Fun might be laborious to return by for academics today. Cella hopes that her movies supply an instance to fellow educators about how, regardless of the difficulties of the occupation, they needn’t at all times let fear dominate.
“If you’re worried that you’re not doing enough, you probably are. Because the good teachers that I know are always trying to do the best for our students,” she says. “So if that’s where your heart is, 99 percent of the time, you’re probably already doing enough.”
Behind the Scenes
There are a few recurring parts to Cella’s Gen Z historical past movies: She’s sitting behind a desk or podium, sun shades perched atop her head, iced espresso in hand.
Cella says she by no means supposed for the iced espresso particularly to turn out to be a staple of the format, however there’s no going again now. That’s as a result of it alerts a pivotal second in her movies, when she shakes the ice-filled cup, switches palms, and introduces essential context for the story with a pointed, “Meanwhile…”
“This is so embarrassing, but sometimes it takes me a few takes and the ice would melt, and then I would have water. And I’m like, ‘What do you do?’” she recounts. “I would go buy another one, but then I was all hyped up on coffee. So I have fake ice in the iced coffee now.”
Cella is a scholar of her time. As a excessive schooler, she was a fan of comedy historical past exhibits like Drunk History and Epic Rap Battles of History — sequence that approached dry subject material with a comedic slant that earned them huge attraction.

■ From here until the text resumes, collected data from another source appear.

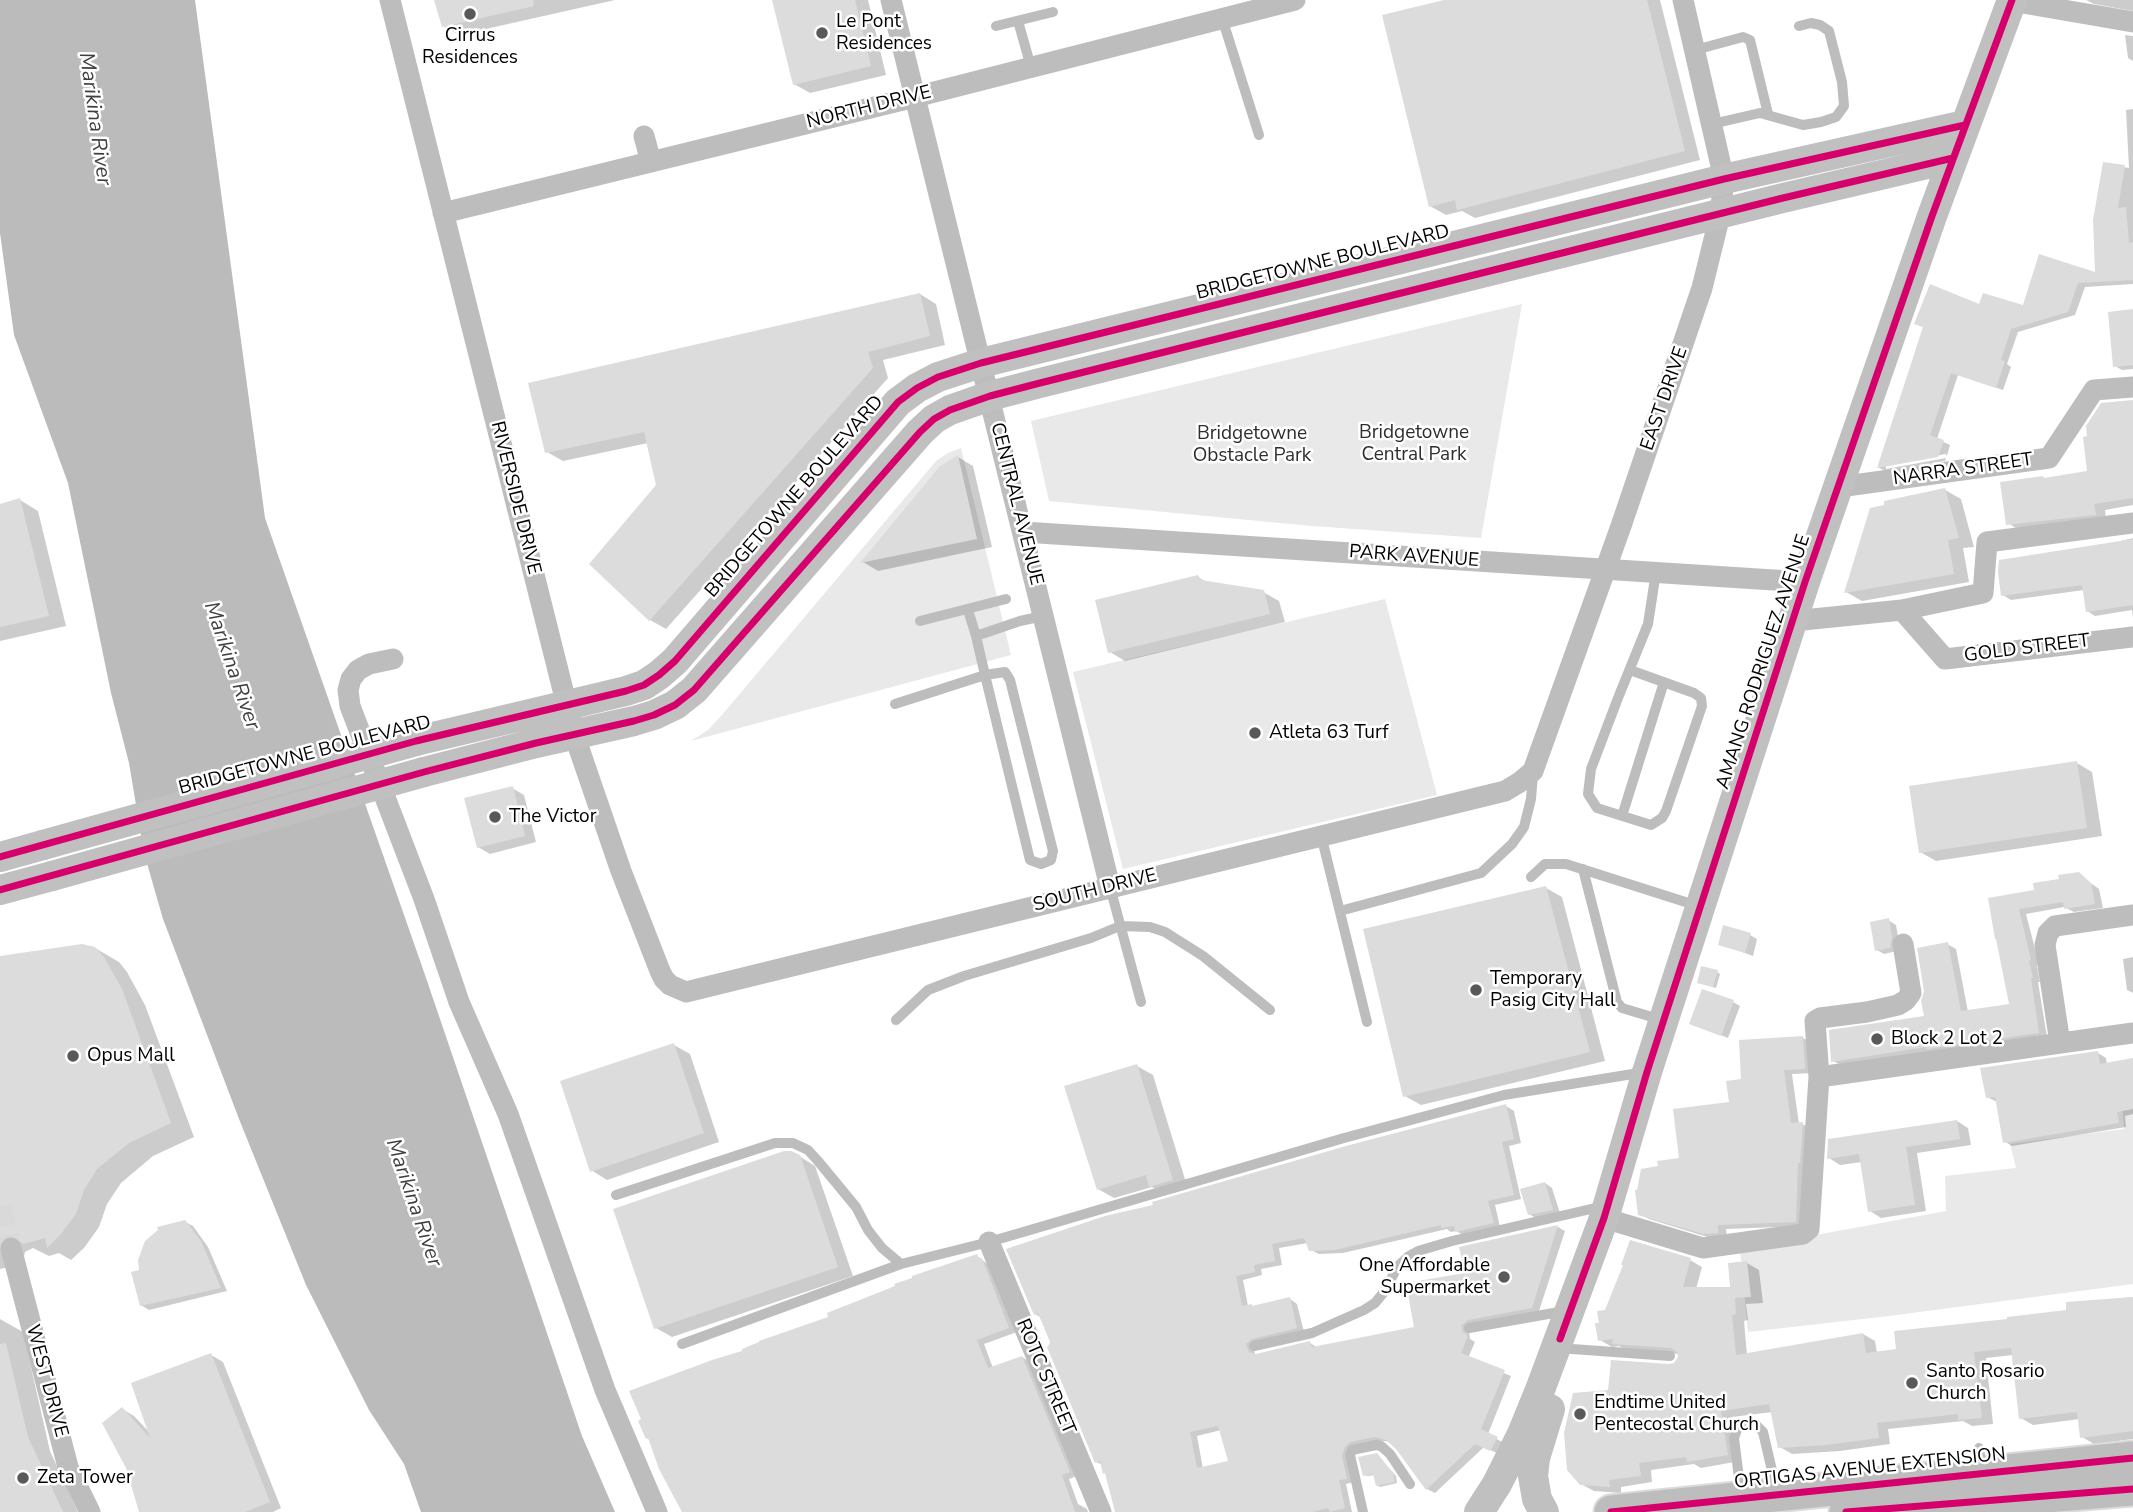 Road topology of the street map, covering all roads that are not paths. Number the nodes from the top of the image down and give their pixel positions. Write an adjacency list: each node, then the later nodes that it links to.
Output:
1 (390, 0): 23 (street, RIVERSIDE DRIVE)
2 (891, 0): 14 (street, CENTRAL AVENUE)
3 (1295, 0): 7 (street, NORTH DRIVE)
4 (1683, 0): 12 (street, EAST DRIVE)
5 (2012, 1): 9 (street); 17 (street, AMANG RODRIGUEZ AVENUE)
6 (1053, 12): 8 (lane)
7 (1222, 18): 13 (street, NORTH DRIVE); 18 (lane)
8 (1018, 21): 10 (lane); 13 (lane)
9 (2133, 22)
10 (996, 26)
11 (1799, 26): 15 (lane)
12 (1695, 50): 15 (lane); 16 (street, EAST DRIVE)
13 (1031, 67): 14 (street, NORTH DRIVE)
14 (915, 97): 21 (street, NORTH DRIVE); 25 (street, CENTRAL AVENUE)
15 (1768, 114): 16 (lane)
16 (1712, 124): 22 (street, EAST DRIVE)
17 (1965, 125): 20 (street, AMANG RODRIGUEZ AVENUE); 22 (street, BRIDGETOWNE BOULEVARD)
18 (1259, 135)
19 (644, 136): 21 (street)
20 (1953, 158): 24 (street); 28 (street, AMANG RODRIGUEZ AVENUE)
21 (651, 162): 23 (street, NORTH DRIVE)
22 (1724, 179): 24 (street, EAST DRIVE); 25 (street, BRIDGETOWNE BOULEVARD)
23 (443, 213): 47 (street, RIVERSIDE DRIVE)
24 (1720, 215): 27 (street); 31 (street, EAST DRIVE)
25 (981, 363): 27 (street, CENTRAL AVENUE); 47 (street, BRIDGETOWNE BOULEVARD)
26 (2133, 387): 28 (street, NARRA STREET)
27 (990, 396): 30 (street, CENTRAL AVENUE); 48 (street)
28 (1839, 487): 33 (street, AMANG RODRIGUEZ AVENUE)
29 (2133, 523): 36 (street)
30 (1023, 532): 31 (street, PARK AVENUE); 37 (street, CENTRAL AVENUE)
31 (1606, 569): 32 (street, PARK AVENUE); 49 (street, EAST DRIVE)
32 (1656, 572): 33 (street, PARK AVENUE); 43 (lane)
33 (1805, 582): 39 (street, AMANG RODRIGUEZ AVENUE)
34 (1006, 599): 35 (lane)
35 (968, 610): 38 (lane); 40 (lane)
36 (1902, 610): 39 (street); 41 (street, GOLD STREET)
37 (1043, 616): 40 (lane); 55 (street, CENTRAL AVENUE)
38 (920, 621)
39 (1793, 621): 57 (street, AMANG RODRIGUEZ AVENUE)
40 (976, 636): 44 (lane)
41 (2133, 637)
42 (393, 659): 90 (street)
43 (1630, 670): 45 (lane); 50 (lane)
44 (985, 675): 44 (lane); 46 (lane)
45 (1664, 682): 50 (lane); 50 (lane)
46 (895, 704)
47 (567, 705): 48 (street, RIVERSIDE DRIVE); 52 (street, BRIDGETOWNE BOULEVARD, bridge)
48 (574, 734): 56 (street, bridge); 62 (street, RIVERSIDE DRIVE)
49 (1527, 777): 51 (street, SOUTH DRIVE); 58 (lane)
50 (1622, 816)
51 (1321, 835): 55 (street, SOUTH DRIVE); 58 (lane)
52 (0, 857)
53 (1583, 869): 54 (lane); 57 (lane); 66 (lane)
54 (1531, 877)
55 (1110, 887): 60 (lane); 62 (street, SOUTH DRIVE)
56 (0, 890)
57 (1700, 906): 66 (street, AMANG RODRIGUEZ AVENUE)
58 (1340, 911): 67 (lane)
59 (2133, 915): 69 (street)
60 (1120, 926): 63 (lane); 64 (lane); 65 (lane)
61 (1903, 944): 71 (street)
62 (670, 985)
63 (1141, 1002)
64 (1270, 1010)
65 (896, 1020)
66 (1664, 1021): 70 (street, AMANG RODRIGUEZ AVENUE)
67 (1367, 1022)
68 (2133, 1033): 69 (street)
69 (2060, 1043): 71 (street)
70 (1647, 1072): 73 (street, AMANG RODRIGUEZ AVENUE); 74 (lane)
71 (1819, 1077): 73 (street)
72 (616, 1195): 76 (lane)
73 (1606, 1212): 78 (street, AMANG RODRIGUEZ AVENUE); 82 (lane)
74 (989, 1242): 76 (lane); 91 (street, ROTC STREET)
75 (10, 1248): 77 (street, WEST DRIVE)
76 (901, 1264): 80 (lane)
77 (8, 1273): 89 (street, WEST DRIVE)
78 (1571, 1310): 79 (lane); 81 (street, AMANG RODRIGUEZ AVENUE)
79 (1469, 1328)
80 (682, 1344)
81 (1558, 1345): 83 (lane); 93 (street, AMANG RODRIGUEZ AVENUE); 94 (street, AMANG RODRIGUEZ AVENUE)
82 (1254, 1346)
83 (1670, 1356)
84 (2133, 1458): 87 (main road, ORTIGAS AVENUE EXTENSION)
85 (1410, 1484): 92 (lane)
86 (2126, 1493): 96 (main road)
87 (1778, 1494): 88 (main road, ORTIGAS AVENUE EXTENSION); 88 (lane)
88 (1742, 1498): 95 (main road, ORTIGAS AVENUE EXTENSION)
89 (90, 1512)
90 (657, 1512)
91 (1101, 1512)
92 (1363, 1512)
93 (1479, 1512)
94 (1544, 1512)
95 (1611, 1512)
96 (1846, 1512)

But her influences now embrace her college students, who give her concepts for brand spanking new slang to include and maintain her up-to-date on the ever-evolving Gen Z — and now Gen Alpha — lexicon.
It was her college students’ frank approach of talking concerning the world that impressed the character Cella performs. Cella says that if she’s making enjoyable of anybody, it’s herself and not the children.
“The way we were taught [history] was so boring and so dry and only told one side of the story, and Gen Z is not about that,” Cella says. “So when they actually get to be the history teachers, that was the inspiration. They’re going to really give us the tea, they’re really going to tell us how it is.”